Mientras talnto, el diablo empezó seriamente a hacer el amor a Soloja. Hacía tales mohínes al besarle la mano, que enteramente parecía un concejal besando la de la hija del pope. Llevándose la mano al corazón, suspiraba, y concluyó por decirle claramente que si ella no consentía en satisfacer su pasión y en corresponderle como era debido, no respondía de sus acciones y estaba dispuesto a ahogarse y mandar inmediatamente su alma al infierno. Soloja no era tan cruel como para rechazarlo; además todos sabemos que ellos se comprendían. Por otro lado, gustaba de verse rodeada de admiradores; raramente estaba sola, y aquella noche, como en la aldea la gente de viso estaba reunida en casa del diácono para comer la cutiá, iba a pasarla muy aburrida.

Pero todo sucedió de modo distinto al pensado; pues apenas concluyó de declarársele el diablo y se disponía a contestarle, se oyó un aldabonazo en la puerta y la robusta voz del alcalde, que llamaba.

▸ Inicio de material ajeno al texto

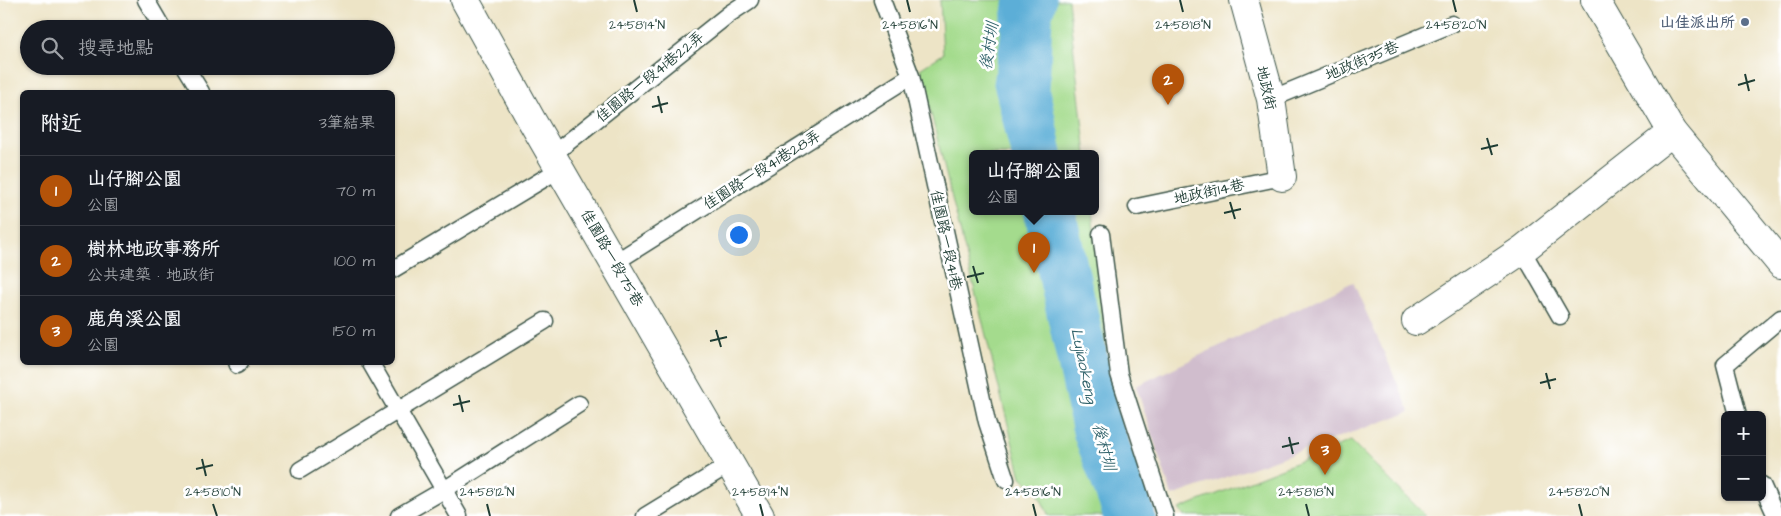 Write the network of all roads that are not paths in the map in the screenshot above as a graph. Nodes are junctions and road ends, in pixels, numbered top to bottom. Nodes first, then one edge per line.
1 (146, 0) edge
2 (465, 0) edge
3 (750, 0) edge
4 (882, 0) edge
5 (1244, 0) edge
6 (1595, 0) edge
7 (158, 20) edge
8 (1452, 24) dead end
9 (191, 75) edge
10 (911, 76) junction
11 (200, 90) edge
12 (1271, 99) junction
13 (1672, 132) junction
14 (556, 162) junction
15 (1282, 177) joint
16 (1136, 207) dead end
17 (1102, 234) dead end
18 (1522, 250) junction
19 (614, 263) junction
20 (1781, 264) edge
21 (395, 268) edge
22 (1560, 316) dead end
23 (1781, 318) edge
24 (1416, 320) dead end
25 (545, 321) dead end
26 (372, 365) edge
27 (579, 404) dead end
28 (398, 410) junction
29 (1737, 411) edge
30 (730, 464) junction
31 (300, 470) dead end
32 (1006, 480) dead end
33 (444, 490) junction
34 (1766, 494) edge
35 (399, 516) edge
36 (459, 516) edge
37 (645, 516) edge
38 (760, 516) edge
39 (1165, 516) edge
40 (1776, 516) edge

1 - 7 lane
2 - 14 street, 佳園路一段75巷
3 - 14 lane, 佳園路一段41巷22弄
4 - 10 lane, 佳園路一段41巷
5 - 12 street, 地政街
6 - 13 street
8 - 12 lane, 地政街35巷
9 - 11 lane
10 - 19 lane, 佳園路一段41巷28弄
10 - 32 lane, 佳園路一段41巷
12 - 15 street, 地政街
13 - 18 street
13 - 20 street
14 - 19 street, 佳園路一段75巷
14 - 21 lane, 佳園路一段41巷22弄
15 - 16 lane, 地政街14巷
17 - 39 lane
18 - 22 lane
18 - 24 street
19 - 30 street, 佳園路一段75巷
23 - 29 lane
25 - 28 lane
26 - 28 lane
27 - 33 lane
28 - 31 lane
28 - 33 lane
30 - 37 lane
30 - 38 street, 佳園路一段75巷
33 - 35 lane
33 - 36 lane
34 - 40 lane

Soloja corrió a abrir, y el diablo, con su agilidad acostumbrada, se escondió en uno de los sacos que había en el suelo de la cabaña.

El alcalde, una vez que hubo sacudido la nieve de su gorro, y después de beberse la copa de aguardiente que le dió Soloja, le contó que no pudo llegar a casa del diácono a causa de la borrasca, y que al ver luz en su cabaña decidió entrar y tenía el propósito de pasar la velada con ella.

Apenas había termlnado de hablar el alcalde cuando sonó otro aldabonazo y se oyó la voz del diácono.

-Escóndeme en alguna parte -dijo en voz baja el alcalde -; no tengo ninguna gana de ver al diácono en este momento.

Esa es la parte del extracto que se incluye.